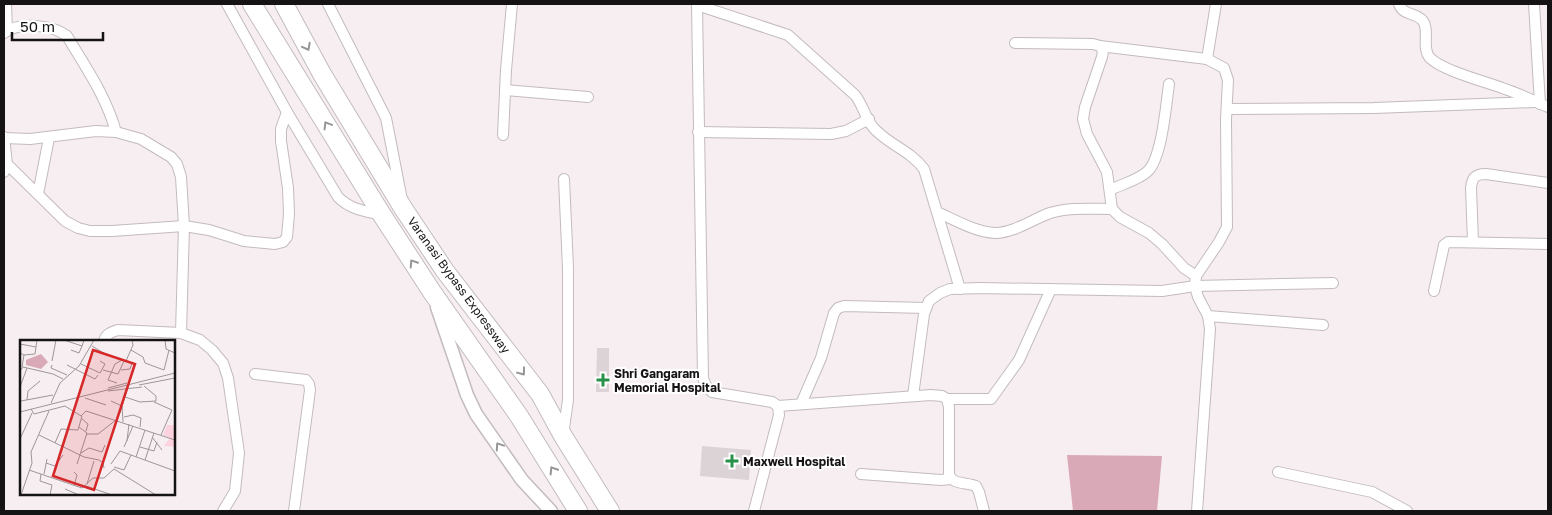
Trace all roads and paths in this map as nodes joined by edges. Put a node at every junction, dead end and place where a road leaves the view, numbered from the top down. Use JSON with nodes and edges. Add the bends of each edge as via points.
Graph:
{"nodes":[{"id":1,"x":6,"y":4,"type":"edge"},
{"id":2,"x":227,"y":4,"type":"edge"},
{"id":3,"x":252,"y":4,"type":"edge"},
{"id":4,"x":284,"y":4,"type":"edge"},
{"id":5,"x":328,"y":4,"type":"edge"},
{"id":6,"x":512,"y":4,"type":"edge"},
{"id":7,"x":697,"y":4,"type":"edge"},
{"id":8,"x":1216,"y":4,"type":"edge"},
{"id":9,"x":1399,"y":4,"type":"edge"},
{"id":10,"x":1534,"y":4,"type":"edge"},
{"id":11,"x":6,"y":31,"type":"edge"},
{"id":12,"x":1015,"y":43,"type":"dead end"},
{"id":13,"x":1100,"y":46,"type":"junction"},
{"id":14,"x":1207,"y":59,"type":"junction"},
{"id":15,"x":1169,"y":84,"type":"dead end"},
{"id":16,"x":505,"y":90,"type":"junction"},
{"id":17,"x":588,"y":97,"type":"dead end"},
{"id":18,"x":1541,"y":104,"type":"edge"},
{"id":19,"x":1227,"y":109,"type":"junction"},
{"id":20,"x":287,"y":112,"type":"junction"},
{"id":21,"x":869,"y":119,"type":"junction"},
{"id":22,"x":116,"y":132,"type":"junction"},
{"id":23,"x":698,"y":132,"type":"junction"},
{"id":24,"x":504,"y":135,"type":"dead end"},
{"id":25,"x":4,"y":137,"type":"edge"},
{"id":26,"x":49,"y":138,"type":"junction"},
{"id":27,"x":5,"y":168,"type":"edge"},
{"id":28,"x":564,"y":179,"type":"dead end"},
{"id":29,"x":1548,"y":183,"type":"edge"},
{"id":30,"x":1110,"y":190,"type":"junction"},
{"id":31,"x":38,"y":194,"type":"junction"},
{"id":32,"x":403,"y":208,"type":"junction"},
{"id":33,"x":1112,"y":209,"type":"junction"},
{"id":34,"x":937,"y":212,"type":"junction"},
{"id":35,"x":382,"y":215,"type":"junction"},
{"id":36,"x":184,"y":226,"type":"junction"},
{"id":37,"x":1473,"y":242,"type":"junction"},
{"id":38,"x":1548,"y":244,"type":"edge"},
{"id":39,"x":1196,"y":281,"type":"junction"},
{"id":40,"x":1333,"y":283,"type":"dead end"},
{"id":41,"x":960,"y":289,"type":"junction"},
{"id":42,"x":1051,"y":289,"type":"junction"},
{"id":43,"x":1434,"y":291,"type":"dead end"},
{"id":44,"x":432,"y":292,"type":"junction"},
{"id":45,"x":926,"y":308,"type":"junction"},
{"id":46,"x":1208,"y":316,"type":"junction"},
{"id":47,"x":1323,"y":326,"type":"dead end"},
{"id":48,"x":181,"y":333,"type":"junction"},
{"id":49,"x":104,"y":340,"type":"edge"},
{"id":50,"x":255,"y":374,"type":"dead end"},
{"id":51,"x":913,"y":396,"type":"junction"},
{"id":52,"x":947,"y":399,"type":"junction"},
{"id":53,"x":802,"y":404,"type":"junction"},
{"id":54,"x":778,"y":406,"type":"junction"},
{"id":55,"x":563,"y":436,"type":"junction"},
{"id":56,"x":1278,"y":472,"type":"dead end"},
{"id":57,"x":861,"y":474,"type":"dead end"},
{"id":58,"x":950,"y":479,"type":"junction"},
{"id":59,"x":223,"y":511,"type":"edge"},
{"id":60,"x":294,"y":511,"type":"edge"},
{"id":61,"x":551,"y":511,"type":"edge"},
{"id":62,"x":578,"y":511,"type":"edge"},
{"id":63,"x":610,"y":511,"type":"edge"},
{"id":64,"x":754,"y":511,"type":"edge"},
{"id":65,"x":984,"y":511,"type":"edge"},
{"id":66,"x":1197,"y":511,"type":"edge"},
{"id":67,"x":1407,"y":511,"type":"edge"}],
"edges":[{"from":1,"to":11,"type":"street"},
{"from":2,"to":20,"type":"street"},
{"from":35,"to":3,"type":"highway","name":"Varanasi Bypass Expressway","one_way":true},
{"from":4,"to":32,"type":"highway","name":"Varanasi Bypass Expressway","one_way":true},
{"from":5,"to":32,"type":"street","via":[[386,118]]},
{"from":6,"to":16,"type":"street"},
{"from":7,"to":21,"type":"street","via":[[788,35],[855,95]]},
{"from":7,"to":23,"type":"street"},
{"from":8,"to":14,"type":"street"},
{"from":9,"to":18,"type":"street","via":[[1405,12],[1423,21],[1427,52],[1436,62]]},
{"from":10,"to":18,"type":"street"},
{"from":11,"to":22,"type":"street","via":[[25,26],[49,27],[67,36],[110,110]]},
{"from":12,"to":13,"type":"street"},
{"from":13,"to":14,"type":"street"},
{"from":13,"to":30,"type":"street","via":[[1102,57],[1083,118],[1087,134],[1107,172]]},
{"from":14,"to":19,"type":"street","via":[[1224,68],[1227,74]]},
{"from":15,"to":30,"type":"street","via":[[1159,148],[1152,165],[1141,176]]},
{"from":16,"to":17,"type":"street"},
{"from":16,"to":24,"type":"street"},
{"from":18,"to":19,"type":"street"},
{"from":19,"to":39,"type":"street","via":[[1227,227]]},
{"from":20,"to":35,"type":"street","via":[[338,197],[358,210]]},
{"from":20,"to":36,"type":"street","via":[[281,129],[288,188],[287,237],[275,244],[244,241]]},
{"from":21,"to":23,"type":"street","via":[[831,134]]},
{"from":21,"to":34,"type":"street","via":[[884,137],[916,158],[924,169]]},
{"from":22,"to":26,"type":"street","via":[[96,131]]},
{"from":22,"to":36,"type":"street","via":[[141,139],[171,157],[181,178]]},
{"from":23,"to":54,"type":"street","via":[[703,378],[712,392],[772,402]]},
{"from":25,"to":26,"type":"street"},
{"from":25,"to":27,"type":"street"},
{"from":26,"to":31,"type":"street"},
{"from":27,"to":31,"type":"street"},
{"from":28,"to":55,"type":"street","via":[[568,400]]},
{"from":29,"to":37,"type":"street","via":[[1486,174],[1474,177],[1471,188]]},
{"from":30,"to":33,"type":"street"},
{"from":31,"to":36,"type":"street","via":[[65,222],[90,231]]},
{"from":32,"to":55,"type":"highway","name":"Varanasi Bypass Expressway","one_way":true,"via":[[445,271],[540,394]]},
{"from":33,"to":34,"type":"street","via":[[1065,210],[995,233],[973,228]]},
{"from":33,"to":39,"type":"street","via":[[1162,244]]},
{"from":34,"to":41,"type":"street"},
{"from":44,"to":35,"type":"highway","name":"Varanasi Bypass Expressway","one_way":true},
{"from":36,"to":48,"type":"street"},
{"from":37,"to":38,"type":"street"},
{"from":37,"to":43,"type":"street","via":[[1444,244]]},
{"from":39,"to":40,"type":"street"},
{"from":39,"to":42,"type":"street","via":[[1162,291]]},
{"from":39,"to":46,"type":"street","via":[[1198,298]]},
{"from":41,"to":42,"type":"street"},
{"from":41,"to":45,"type":"street","via":[[940,293],[929,301]]},
{"from":42,"to":52,"type":"street","via":[[1019,360],[991,399]]},
{"from":61,"to":44,"type":"street","one_way":true,"via":[[522,480],[476,414]]},
{"from":62,"to":44,"type":"highway","name":"Varanasi Bypass Expressway","one_way":true,"via":[[519,416]]},
{"from":45,"to":51,"type":"street"},
{"from":45,"to":53,"type":"street","via":[[838,308]]},
{"from":46,"to":47,"type":"street"},
{"from":46,"to":66,"type":"street","via":[[1210,329]]},
{"from":48,"to":49,"type":"street","via":[[118,330]]},
{"from":48,"to":59,"type":"street","via":[[200,340],[212,350],[223,363],[228,378],[239,469],[235,491]]},
{"from":50,"to":60,"type":"street","via":[[306,380],[309,384]]},
{"from":51,"to":52,"type":"street","via":[[942,396]]},
{"from":51,"to":53,"type":"street"},
{"from":52,"to":58,"type":"street"},
{"from":53,"to":54,"type":"street"},
{"from":54,"to":64,"type":"street","via":[[779,415]]},
{"from":55,"to":63,"type":"highway","name":"Varanasi Bypass Expressway"},
{"from":56,"to":67,"type":"street","via":[[1372,492]]},
{"from":57,"to":58,"type":"street"},
{"from":58,"to":65,"type":"street","via":[[976,486]]}]}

==========

Copy each line of the entries that includes the word "dead".

WRITTEN RESPONSE ->
Trace all roads and paths in this map as nodes joined by edges. Put a node at every junction, dead end and place where a road leaves the view, numbered from the top down. Use JSON with nodes and edges. Add the bends of each edge as via points.
{"id":12,"x":1015,"y":43,"type":"dead end"},
{"id":15,"x":1169,"y":84,"type":"dead end"},
{"id":17,"x":588,"y":97,"type":"dead end"},
{"id":24,"x":504,"y":135,"type":"dead end"},
{"id":28,"x":564,"y":179,"type":"dead end"},
{"id":40,"x":1333,"y":283,"type":"dead end"},
{"id":43,"x":1434,"y":291,"type":"dead end"},
{"id":47,"x":1323,"y":326,"type":"dead end"},
{"id":50,"x":255,"y":374,"type":"dead end"},
{"id":56,"x":1278,"y":472,"type":"dead end"},
{"id":57,"x":861,"y":474,"type":"dead end"},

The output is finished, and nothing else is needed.